**PROBLEM TO SOLVE**. Find the lines below that contain the string "Number". Copy each one.

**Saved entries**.
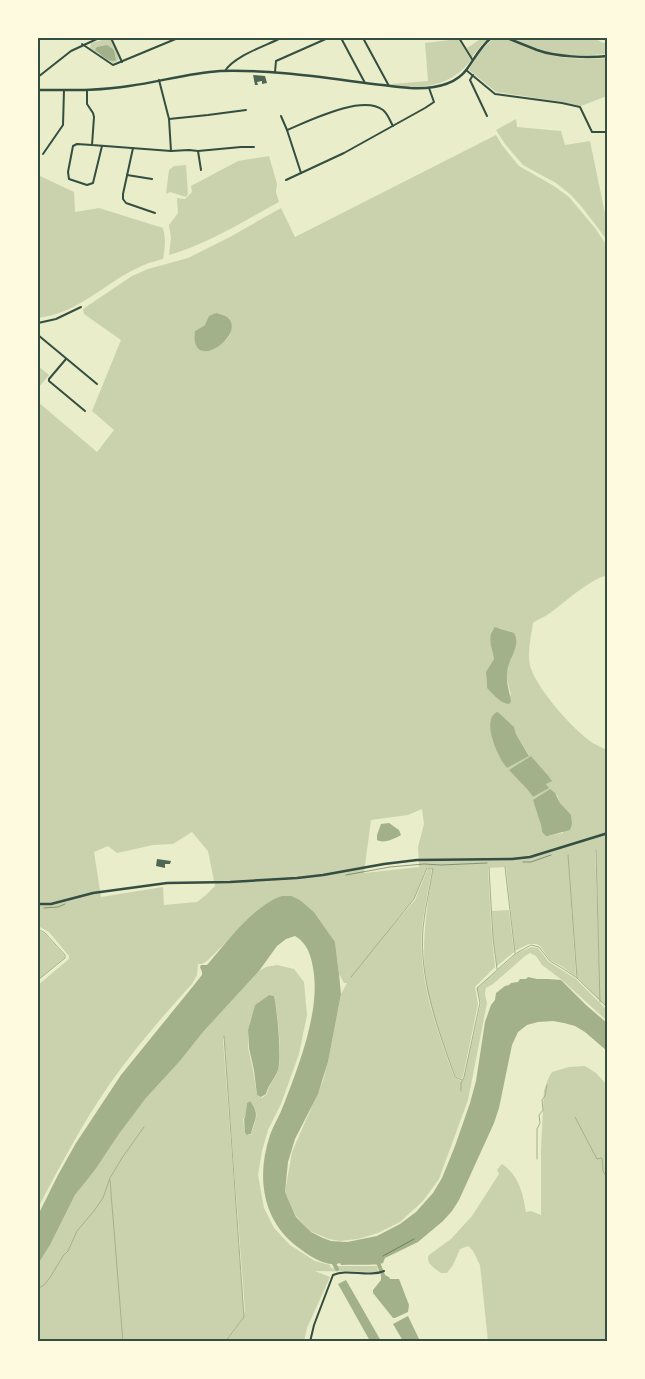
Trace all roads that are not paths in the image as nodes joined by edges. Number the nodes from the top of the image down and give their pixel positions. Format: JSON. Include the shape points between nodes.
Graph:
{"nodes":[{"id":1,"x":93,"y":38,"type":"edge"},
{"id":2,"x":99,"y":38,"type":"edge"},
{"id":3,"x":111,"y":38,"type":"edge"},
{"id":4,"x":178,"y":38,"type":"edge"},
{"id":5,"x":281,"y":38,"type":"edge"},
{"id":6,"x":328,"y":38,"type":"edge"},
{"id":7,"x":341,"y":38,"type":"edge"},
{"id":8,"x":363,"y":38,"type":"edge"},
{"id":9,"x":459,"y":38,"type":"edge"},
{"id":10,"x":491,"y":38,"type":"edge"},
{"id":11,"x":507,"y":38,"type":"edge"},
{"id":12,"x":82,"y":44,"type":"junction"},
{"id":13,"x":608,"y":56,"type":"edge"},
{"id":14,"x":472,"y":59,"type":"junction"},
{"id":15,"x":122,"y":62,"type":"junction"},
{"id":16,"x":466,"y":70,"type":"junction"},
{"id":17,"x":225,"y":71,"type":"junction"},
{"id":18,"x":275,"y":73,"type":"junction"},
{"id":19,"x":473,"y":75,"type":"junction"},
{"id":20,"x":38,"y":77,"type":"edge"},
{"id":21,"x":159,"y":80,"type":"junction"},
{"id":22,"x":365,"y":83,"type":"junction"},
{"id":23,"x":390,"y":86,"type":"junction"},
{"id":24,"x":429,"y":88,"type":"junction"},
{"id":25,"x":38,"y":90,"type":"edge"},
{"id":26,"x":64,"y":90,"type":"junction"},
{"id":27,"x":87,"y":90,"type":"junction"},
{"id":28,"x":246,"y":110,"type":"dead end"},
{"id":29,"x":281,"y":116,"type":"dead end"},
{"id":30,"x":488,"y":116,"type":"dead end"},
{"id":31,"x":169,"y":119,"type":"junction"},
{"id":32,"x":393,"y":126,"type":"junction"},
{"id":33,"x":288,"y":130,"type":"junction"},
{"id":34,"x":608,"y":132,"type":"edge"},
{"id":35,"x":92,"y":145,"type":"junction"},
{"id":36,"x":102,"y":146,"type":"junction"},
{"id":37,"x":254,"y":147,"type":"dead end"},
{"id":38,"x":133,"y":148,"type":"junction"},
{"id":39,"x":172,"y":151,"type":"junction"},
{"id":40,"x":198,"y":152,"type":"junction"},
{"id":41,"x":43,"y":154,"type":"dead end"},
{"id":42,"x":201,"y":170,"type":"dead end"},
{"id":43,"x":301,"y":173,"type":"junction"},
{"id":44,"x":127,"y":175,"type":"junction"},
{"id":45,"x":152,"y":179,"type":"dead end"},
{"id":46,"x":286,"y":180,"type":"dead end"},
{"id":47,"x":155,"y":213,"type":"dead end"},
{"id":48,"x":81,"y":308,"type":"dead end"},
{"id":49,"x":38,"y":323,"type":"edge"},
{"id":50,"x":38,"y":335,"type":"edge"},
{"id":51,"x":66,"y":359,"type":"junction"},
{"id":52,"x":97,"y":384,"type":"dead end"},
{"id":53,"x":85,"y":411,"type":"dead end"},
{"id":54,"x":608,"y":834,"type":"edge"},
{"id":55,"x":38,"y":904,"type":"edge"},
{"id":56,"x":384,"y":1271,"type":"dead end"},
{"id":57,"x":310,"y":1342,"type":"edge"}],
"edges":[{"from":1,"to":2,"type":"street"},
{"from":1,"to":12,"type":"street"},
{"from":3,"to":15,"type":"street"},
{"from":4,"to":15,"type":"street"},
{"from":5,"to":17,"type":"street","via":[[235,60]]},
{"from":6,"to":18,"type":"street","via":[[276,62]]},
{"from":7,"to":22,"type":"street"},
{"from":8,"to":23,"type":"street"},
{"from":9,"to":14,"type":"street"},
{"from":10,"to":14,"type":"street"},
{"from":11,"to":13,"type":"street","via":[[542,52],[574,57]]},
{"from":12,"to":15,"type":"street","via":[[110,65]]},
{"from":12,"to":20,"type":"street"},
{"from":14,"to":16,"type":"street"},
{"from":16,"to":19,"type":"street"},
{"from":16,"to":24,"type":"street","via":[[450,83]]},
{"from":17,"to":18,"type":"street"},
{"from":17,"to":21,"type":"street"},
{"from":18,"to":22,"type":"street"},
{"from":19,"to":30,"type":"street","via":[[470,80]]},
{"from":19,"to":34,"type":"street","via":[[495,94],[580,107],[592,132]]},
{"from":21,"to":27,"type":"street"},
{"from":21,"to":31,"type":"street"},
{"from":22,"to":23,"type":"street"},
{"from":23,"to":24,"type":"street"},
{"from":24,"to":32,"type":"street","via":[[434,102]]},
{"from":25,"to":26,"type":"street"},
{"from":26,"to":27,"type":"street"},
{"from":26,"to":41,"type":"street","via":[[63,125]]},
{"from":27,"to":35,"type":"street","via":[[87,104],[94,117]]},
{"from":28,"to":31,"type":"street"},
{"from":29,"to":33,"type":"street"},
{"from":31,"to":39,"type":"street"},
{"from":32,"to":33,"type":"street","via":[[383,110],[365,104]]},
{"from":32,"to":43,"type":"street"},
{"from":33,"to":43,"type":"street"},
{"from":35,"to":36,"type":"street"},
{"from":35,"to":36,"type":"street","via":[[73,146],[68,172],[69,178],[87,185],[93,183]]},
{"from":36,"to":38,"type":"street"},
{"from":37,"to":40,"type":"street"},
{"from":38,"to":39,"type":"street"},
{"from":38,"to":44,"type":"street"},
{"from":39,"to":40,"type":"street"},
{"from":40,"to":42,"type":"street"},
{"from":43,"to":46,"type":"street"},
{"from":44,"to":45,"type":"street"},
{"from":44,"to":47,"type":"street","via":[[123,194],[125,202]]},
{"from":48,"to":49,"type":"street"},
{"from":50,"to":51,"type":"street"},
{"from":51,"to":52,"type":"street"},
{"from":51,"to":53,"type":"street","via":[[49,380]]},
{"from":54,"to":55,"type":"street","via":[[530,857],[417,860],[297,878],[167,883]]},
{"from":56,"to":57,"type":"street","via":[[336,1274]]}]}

---

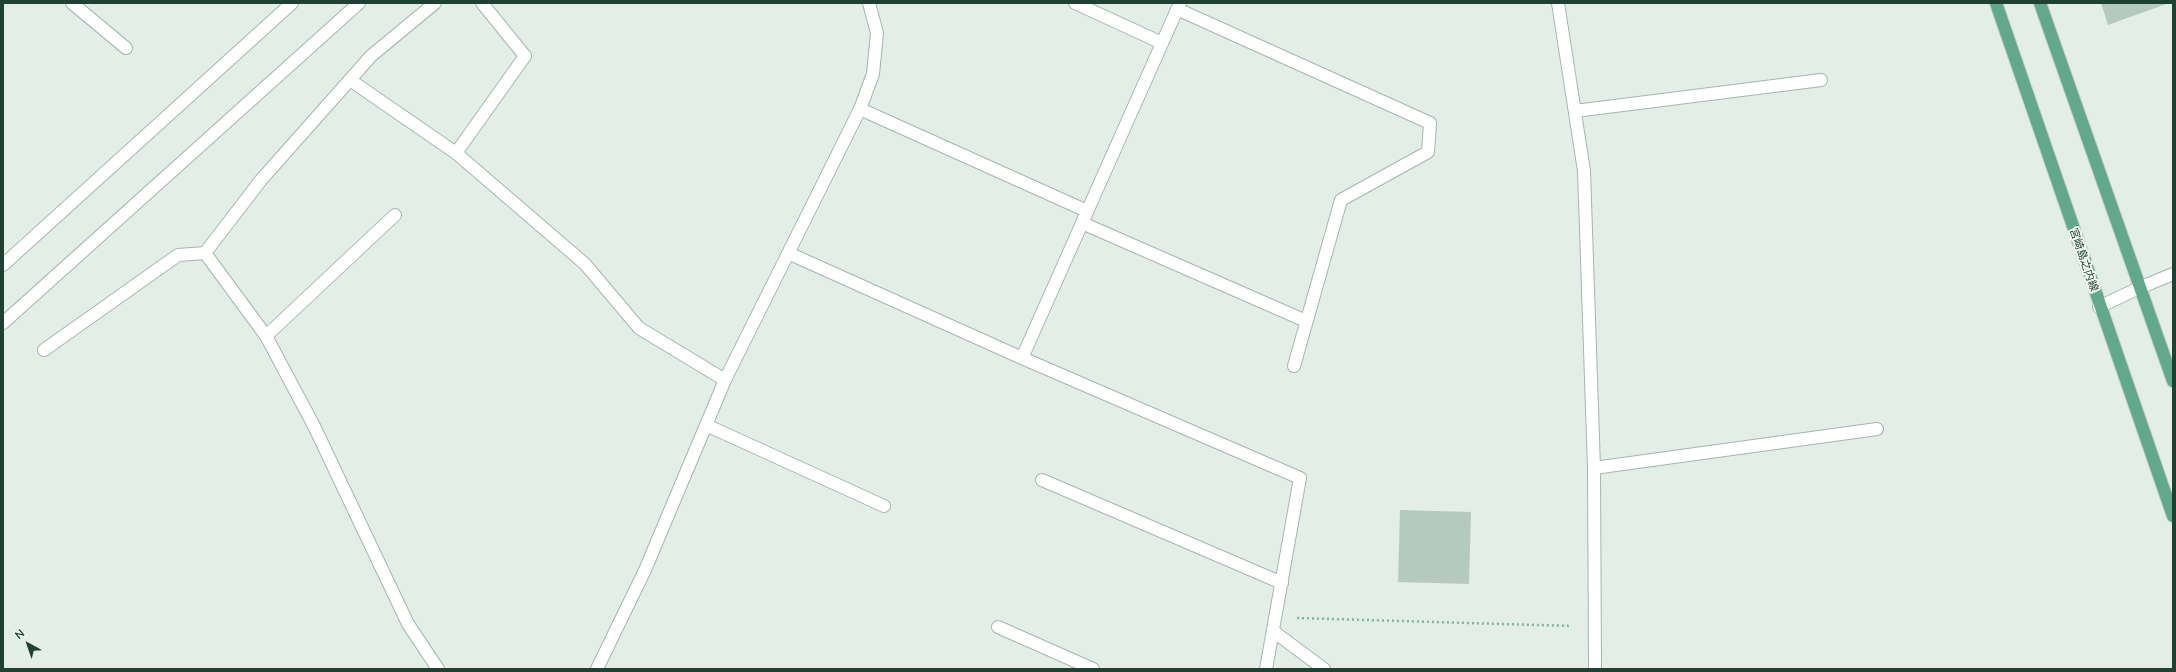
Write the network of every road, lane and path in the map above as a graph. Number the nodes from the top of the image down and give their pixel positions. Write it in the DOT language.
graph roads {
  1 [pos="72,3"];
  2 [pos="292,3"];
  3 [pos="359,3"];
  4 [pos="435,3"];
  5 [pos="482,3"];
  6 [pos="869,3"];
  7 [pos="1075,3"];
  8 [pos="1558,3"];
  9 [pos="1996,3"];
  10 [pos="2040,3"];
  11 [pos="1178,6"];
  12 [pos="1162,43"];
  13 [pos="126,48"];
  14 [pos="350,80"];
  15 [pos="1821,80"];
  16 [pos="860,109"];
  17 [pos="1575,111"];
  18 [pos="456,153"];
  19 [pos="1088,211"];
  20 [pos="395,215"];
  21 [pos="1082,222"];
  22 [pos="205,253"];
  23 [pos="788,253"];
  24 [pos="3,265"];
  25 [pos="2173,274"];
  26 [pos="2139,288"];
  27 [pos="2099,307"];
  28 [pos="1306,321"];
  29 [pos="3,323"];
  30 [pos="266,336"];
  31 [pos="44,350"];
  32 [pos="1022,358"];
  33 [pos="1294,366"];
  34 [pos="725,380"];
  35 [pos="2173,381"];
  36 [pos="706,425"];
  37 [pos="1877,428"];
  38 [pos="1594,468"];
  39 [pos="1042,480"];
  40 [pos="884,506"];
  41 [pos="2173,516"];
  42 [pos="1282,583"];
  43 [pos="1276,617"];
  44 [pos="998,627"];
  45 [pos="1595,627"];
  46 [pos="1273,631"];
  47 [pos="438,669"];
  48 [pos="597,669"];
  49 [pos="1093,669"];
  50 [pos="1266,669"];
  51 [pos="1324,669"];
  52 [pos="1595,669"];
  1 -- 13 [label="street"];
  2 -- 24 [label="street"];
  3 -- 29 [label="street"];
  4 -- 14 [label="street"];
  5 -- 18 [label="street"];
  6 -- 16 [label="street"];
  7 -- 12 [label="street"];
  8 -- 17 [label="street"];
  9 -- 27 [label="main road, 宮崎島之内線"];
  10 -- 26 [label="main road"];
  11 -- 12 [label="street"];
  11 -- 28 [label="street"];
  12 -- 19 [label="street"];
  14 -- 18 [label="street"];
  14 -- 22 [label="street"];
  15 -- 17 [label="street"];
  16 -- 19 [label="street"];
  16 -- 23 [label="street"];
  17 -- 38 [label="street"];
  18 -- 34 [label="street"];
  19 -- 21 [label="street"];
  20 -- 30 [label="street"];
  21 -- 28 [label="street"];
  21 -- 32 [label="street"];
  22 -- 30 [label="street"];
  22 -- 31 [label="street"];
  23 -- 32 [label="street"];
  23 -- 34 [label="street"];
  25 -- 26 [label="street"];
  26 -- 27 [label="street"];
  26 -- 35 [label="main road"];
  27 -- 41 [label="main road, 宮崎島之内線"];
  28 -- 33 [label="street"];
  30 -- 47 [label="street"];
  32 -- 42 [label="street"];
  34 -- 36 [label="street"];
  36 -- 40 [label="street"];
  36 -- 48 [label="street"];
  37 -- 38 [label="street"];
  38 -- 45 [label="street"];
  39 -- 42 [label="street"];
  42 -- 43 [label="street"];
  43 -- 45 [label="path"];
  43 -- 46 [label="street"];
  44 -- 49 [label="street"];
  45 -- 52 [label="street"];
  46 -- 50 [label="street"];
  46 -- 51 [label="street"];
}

**SOLUTION TO THE EXERCISE**.
Trace all roads that are not paths in the image as nodes joined by edges. Number the nodes from the top of the image down and give their pixel positions. Format: JSON. Include the shape points between nodes.
Write the network of every road, lane and path in the map above as a graph. Number the nodes from the top of the image down and give their pixel positions. Write it in the DOT language.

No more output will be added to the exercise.